** Data provided follows **
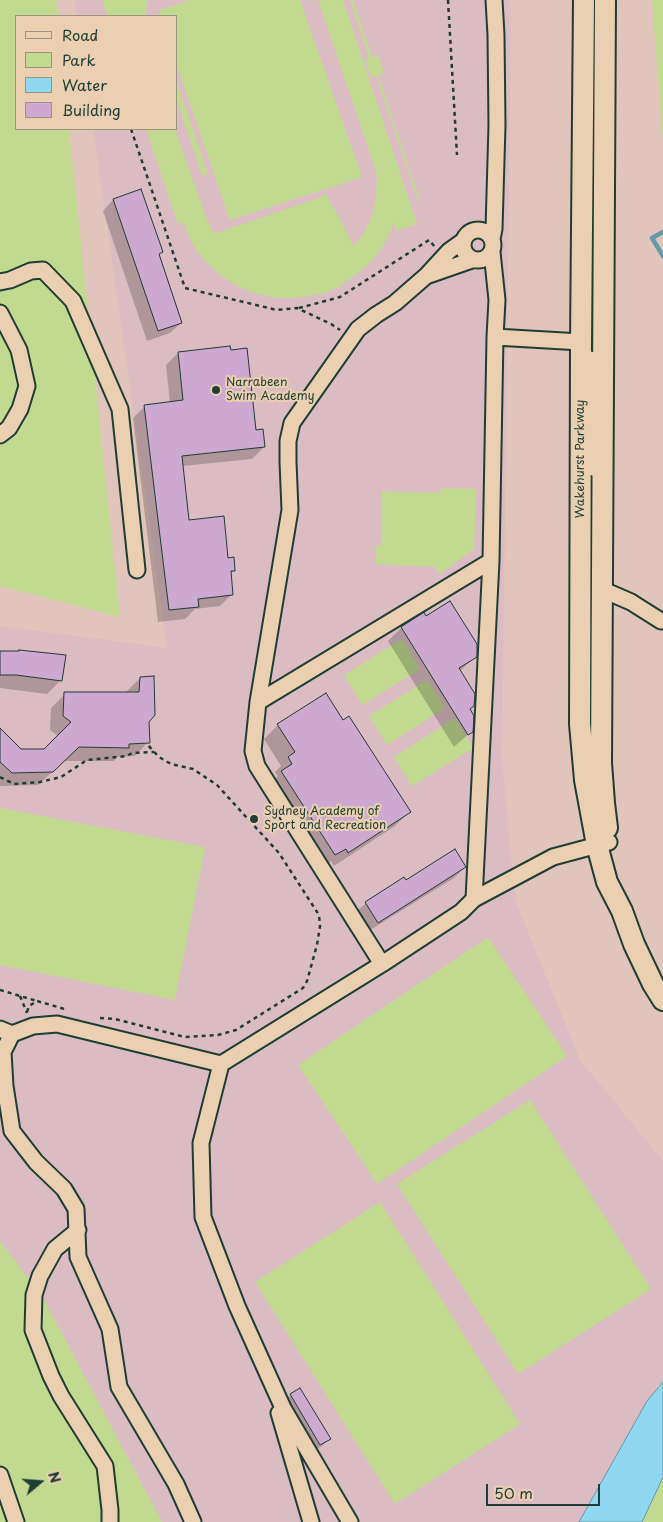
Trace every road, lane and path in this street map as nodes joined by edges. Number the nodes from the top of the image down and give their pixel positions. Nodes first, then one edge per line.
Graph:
1 (448, 0) edge
2 (494, 0) edge
3 (584, 0) edge
4 (605, 0) edge
5 (131, 130) edge
6 (457, 156) dead end
7 (463, 241) junction
8 (492, 246) junction
9 (444, 258) junction
10 (475, 260) junction
11 (426, 276) junction
12 (0, 282) edge
13 (497, 300) junction
14 (297, 308) junction
15 (0, 313) edge
16 (604, 314) junction
17 (352, 338) junction
18 (495, 338) junction
19 (581, 342) junction
20 (0, 435) edge
21 (491, 561) junction
22 (602, 562) junction
23 (137, 570) dead end
24 (602, 589) junction
25 (661, 621) dead end
26 (258, 702) junction
27 (147, 744) dead end
28 (154, 752) junction
29 (0, 777) edge
30 (603, 844) junction
31 (474, 899) junction
32 (382, 964) junction
33 (0, 990) edge
34 (20, 996) junction
35 (663, 1000) edge
36 (37, 1001) junction
37 (72, 1011) dead end
38 (98, 1018) dead end
39 (28, 1020) junction
40 (6, 1032) edge
41 (221, 1064) junction
42 (78, 1230) junction
43 (268, 1375) junction
44 (0, 1475) edge
45 (16, 1522) edge
46 (110, 1522) edge
47 (193, 1522) edge
48 (311, 1522) edge
49 (350, 1522) edge

1 - 6 path
2 - 8 street
3 - 19 main road, Wakehurst Parkway
4 - 16 main road, Wakehurst Parkway
5 - 14 path
7 - 8 street
7 - 9 street
7 - 10 street
8 - 10 street
8 - 13 street
9 - 11 street
9 - 14 path
10 - 11 street
10 - 13 street
11 - 17 street
12 - 23 street
13 - 18 street
14 - 17 path
15 - 20 street
16 - 19 street
16 - 22 main road, Wakehurst Parkway
17 - 26 street
18 - 19 street
18 - 21 street
19 - 22 street
19 - 30 main road, Wakehurst Parkway
21 - 26 street
21 - 31 street
22 - 24 main road, Wakehurst Parkway
24 - 25 street
24 - 30 main road, Wakehurst Parkway
26 - 32 street
27 - 28 path
28 - 29 path
28 - 38 path
30 - 31 street
30 - 35 main road, Wakehurst Parkway
31 - 32 street
32 - 41 street
33 - 34 path
34 - 36 path
34 - 39 path
36 - 37 path
36 - 39 path
39 - 40 street
39 - 41 street
40 - 42 street
41 - 43 street
42 - 46 street
42 - 47 street
43 - 48 street
43 - 49 street
44 - 45 street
** End of Data provided **
[What is needed] From the listing above, collect every line that mentions the word "dead".

[Problem solution]
6 (457, 156) dead end
23 (137, 570) dead end
25 (661, 621) dead end
27 (147, 744) dead end
37 (72, 1011) dead end
38 (98, 1018) dead end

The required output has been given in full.